Buchenwald concentration camp was operated by Nazi Germany. The camp had 139 subcamps.
The Boys were teenage and child-Holocaust survivors, who were brought to the UK after the war for rest and rehabilitation.
History
The Magdeburg camp was located in Magdeburg, the capital of the state of Saxony-Anhalt in central Germany.
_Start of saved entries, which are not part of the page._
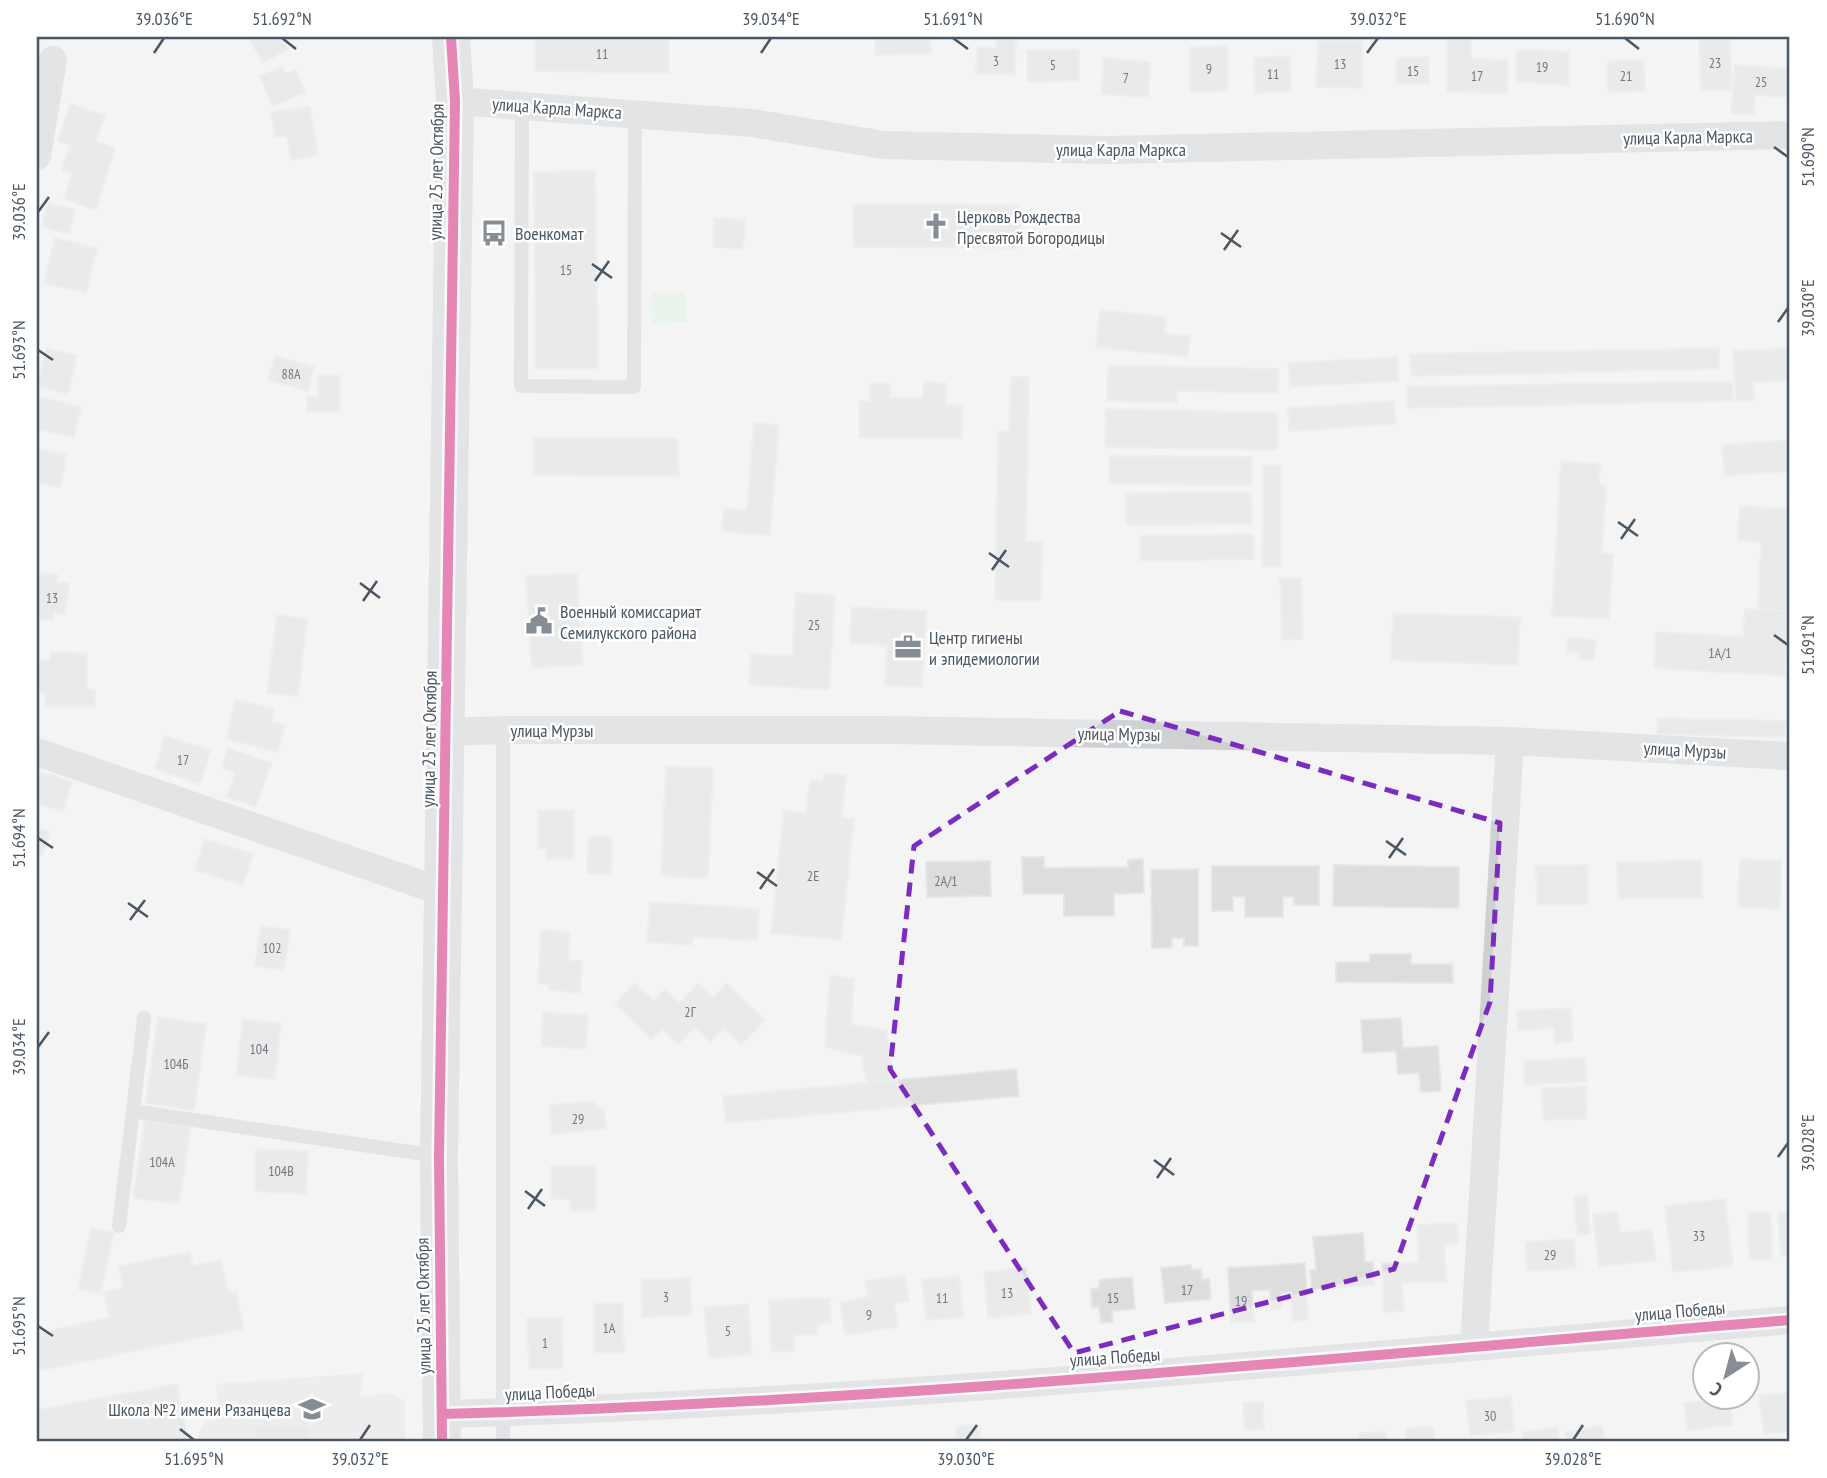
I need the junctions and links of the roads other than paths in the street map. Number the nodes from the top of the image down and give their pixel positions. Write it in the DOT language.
graph roads {
  1 [pos="451,37"];
  2 [pos="53,60"];
  3 [pos="455,101"];
  4 [pos="522,106"];
  5 [pos="635,114"];
  6 [pos="1790,135"];
  7 [pos="37,156"];
  8 [pos="503,730"];
  9 [pos="447,732"];
  10 [pos="1510,741"];
  11 [pos="37,752"];
  12 [pos="1790,756"];
  13 [pos="443,892"];
  14 [pos="144,1018"];
  15 [pos="133,1111"];
  16 [pos="439,1157"];
  17 [pos="119,1226"];
  18 [pos="1790,1320"];
  19 [pos="1474,1346"];
  20 [pos="503,1412"];
  21 [pos="442,1428"];
  22 [pos="503,1441"];
  1 -- 3 [label="street, улица 25 лет Октября"];
  2 -- 7 [label="street"];
  3 -- 4 [label="street, улица Карла Маркса"];
  3 -- 9 [label="street, улица 25 лет Октября"];
  4 -- 5 [label="street, улица Карла Маркса"];
  4 -- 5 [label="lane"];
  5 -- 6 [label="street, улица Карла Маркса"];
  8 -- 9 [label="street, улица Мурзы"];
  8 -- 10 [label="street, улица Мурзы"];
  8 -- 20 [label="lane"];
  9 -- 13 [label="street, улица 25 лет Октября"];
  10 -- 12 [label="street, улица Мурзы"];
  10 -- 19 [label="street"];
  11 -- 13 [label="street"];
  13 -- 16 [label="street, улица 25 лет Октября"];
  14 -- 15 [label="lane"];
  15 -- 16 [label="lane"];
  15 -- 17 [label="lane"];
  16 -- 21 [label="street, улица 25 лет Октября"];
  18 -- 19 [label="street, улица Победы"];
  19 -- 20 [label="street, улица Победы"];
  20 -- 21 [label="street, улица Победы"];
  20 -- 22 [label="lane"];
}
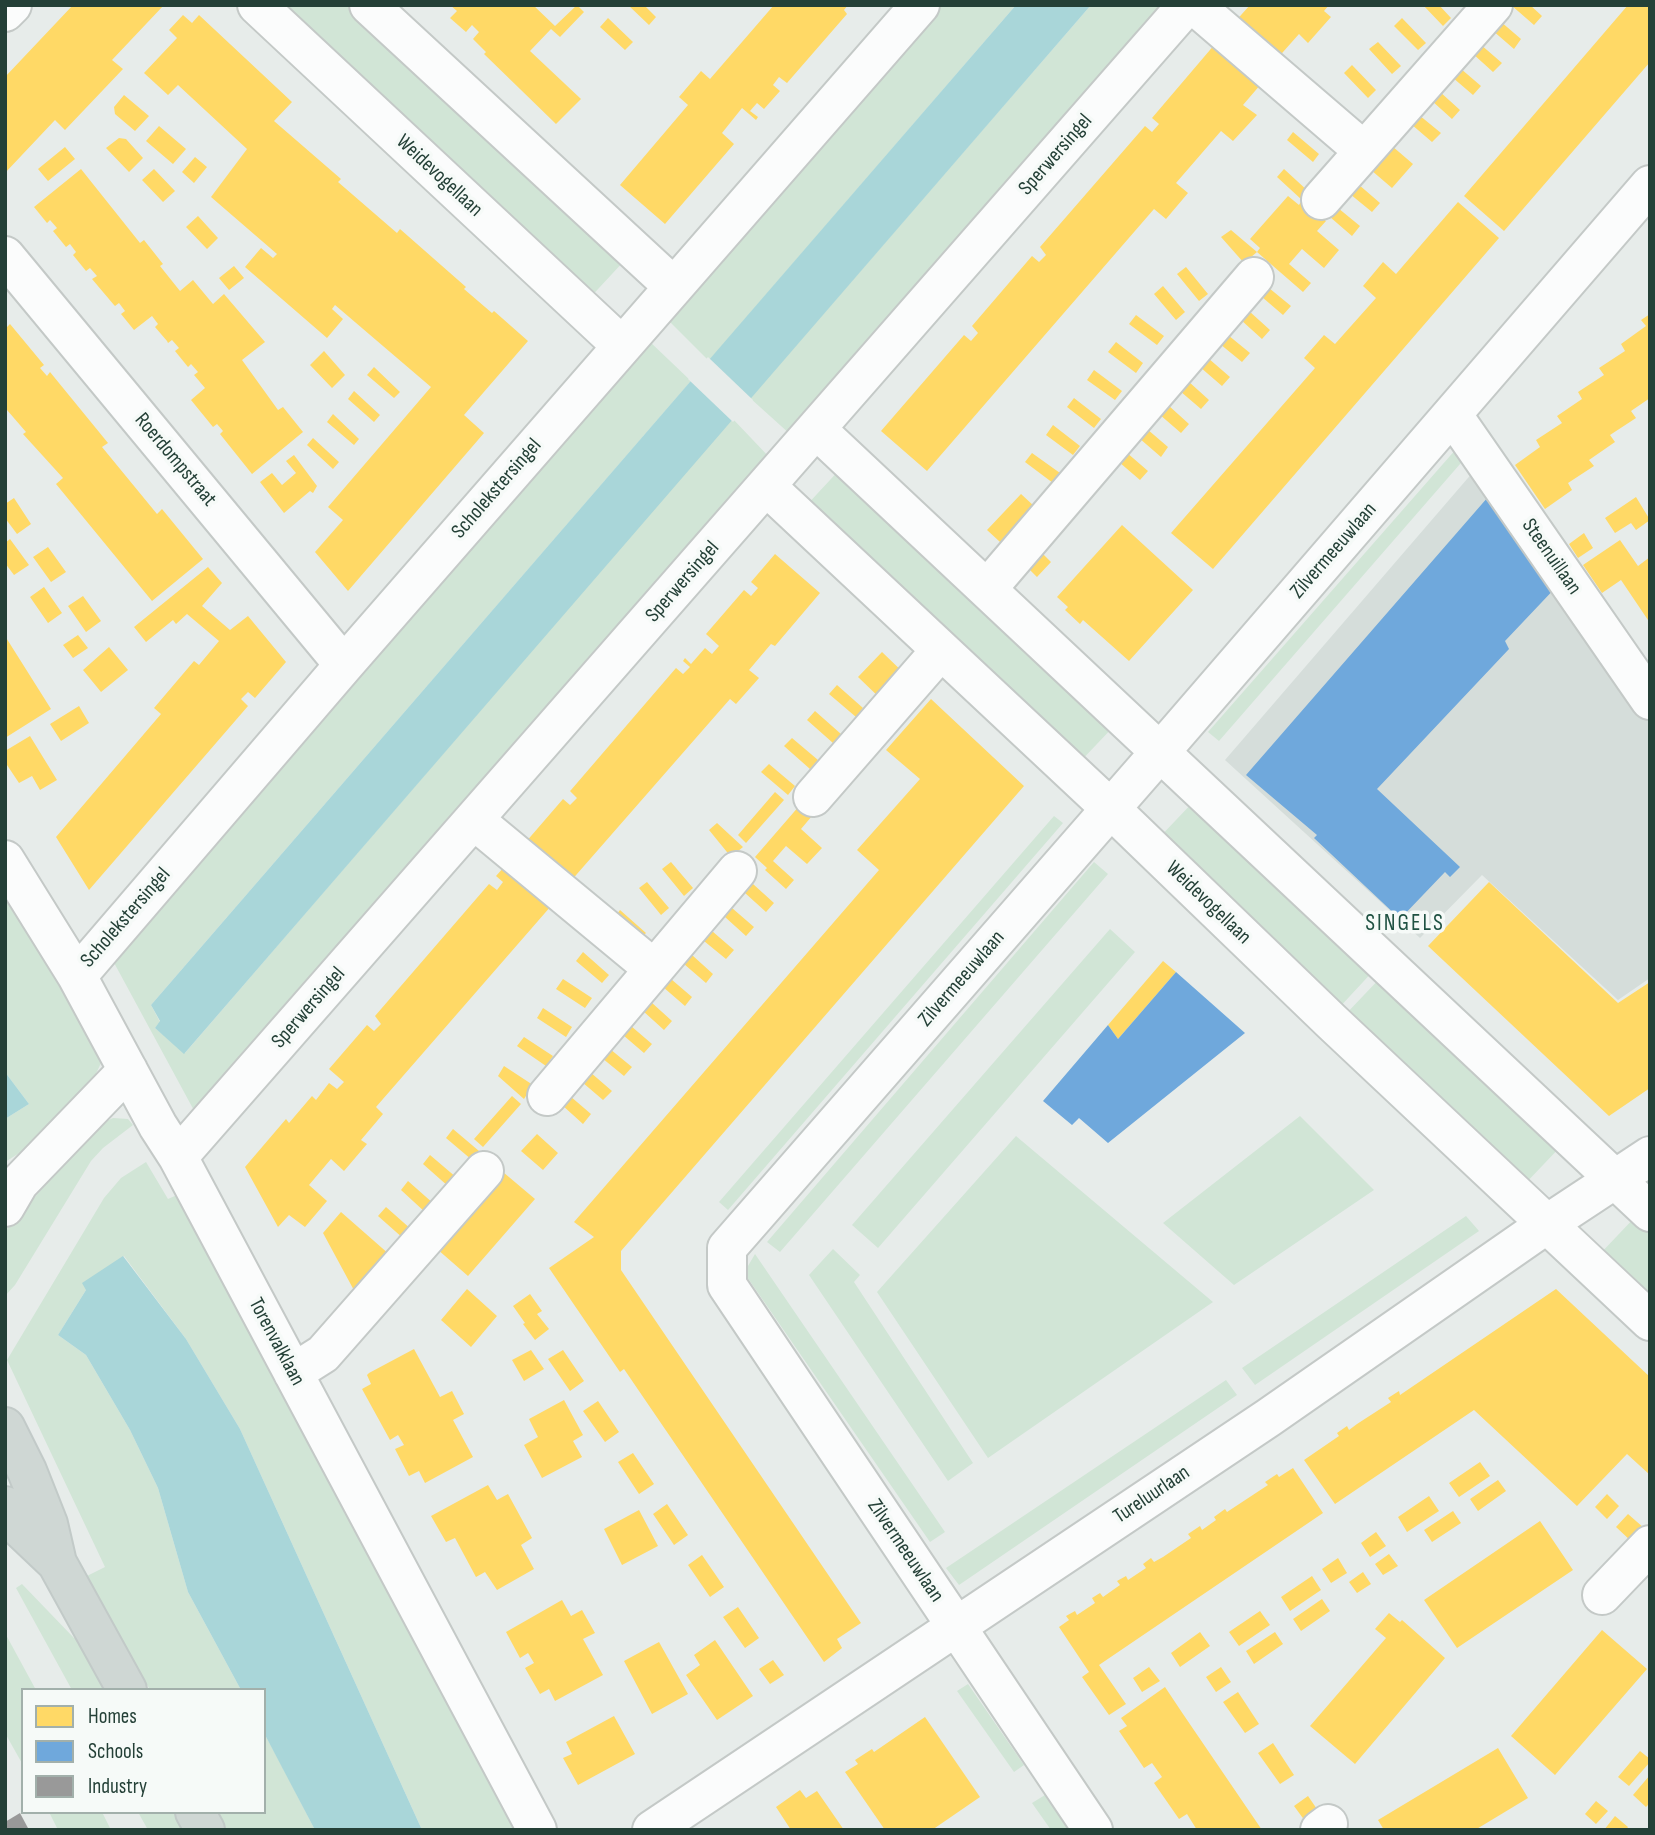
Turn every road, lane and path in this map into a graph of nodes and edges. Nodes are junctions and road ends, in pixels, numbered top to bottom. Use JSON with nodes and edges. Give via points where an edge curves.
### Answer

The camp was run by Brabag (Braunkohle Benzin AG), who worked closely with the Nazi regime. The production of synthetic petroleum was vital for the German war effort and the company was set up in 1934. Petroleum was made from brown coal. Brabag managers ruthlessly exploited the slave labourers assigned to them, to speed up construction of their plants. An estimated 13,000 slave labourers worked for Brabag during the World War II.
Structure
The camp was built between Heinrichsberger Strasse and Köbelitzer Strasse. It consisted of four barracks, a large tent and a building with a kitchen and infirmary, in which housed mainly Hungarian Jews, of which Isaac Brandstein was one.
Dissolution & Liberation
The camp was dissolved and the prisoners sent on a death march to the Ravensbrück concentration camp. The factory was then seized by the US Army in April 1945.
Aftermath
Magdeburg was handed over to the Red Army in July 1945 and the hydrogenation plant was immediately repaired on the orders of the Soviet Military Administration but in November 1946, it was dismantled and relocated to the Soviet Union.
After the war, the firm and its remaining assets were dissolved. Brabag denied any responsibility for the prisoners and rejected all claims for compensation by former prisoners.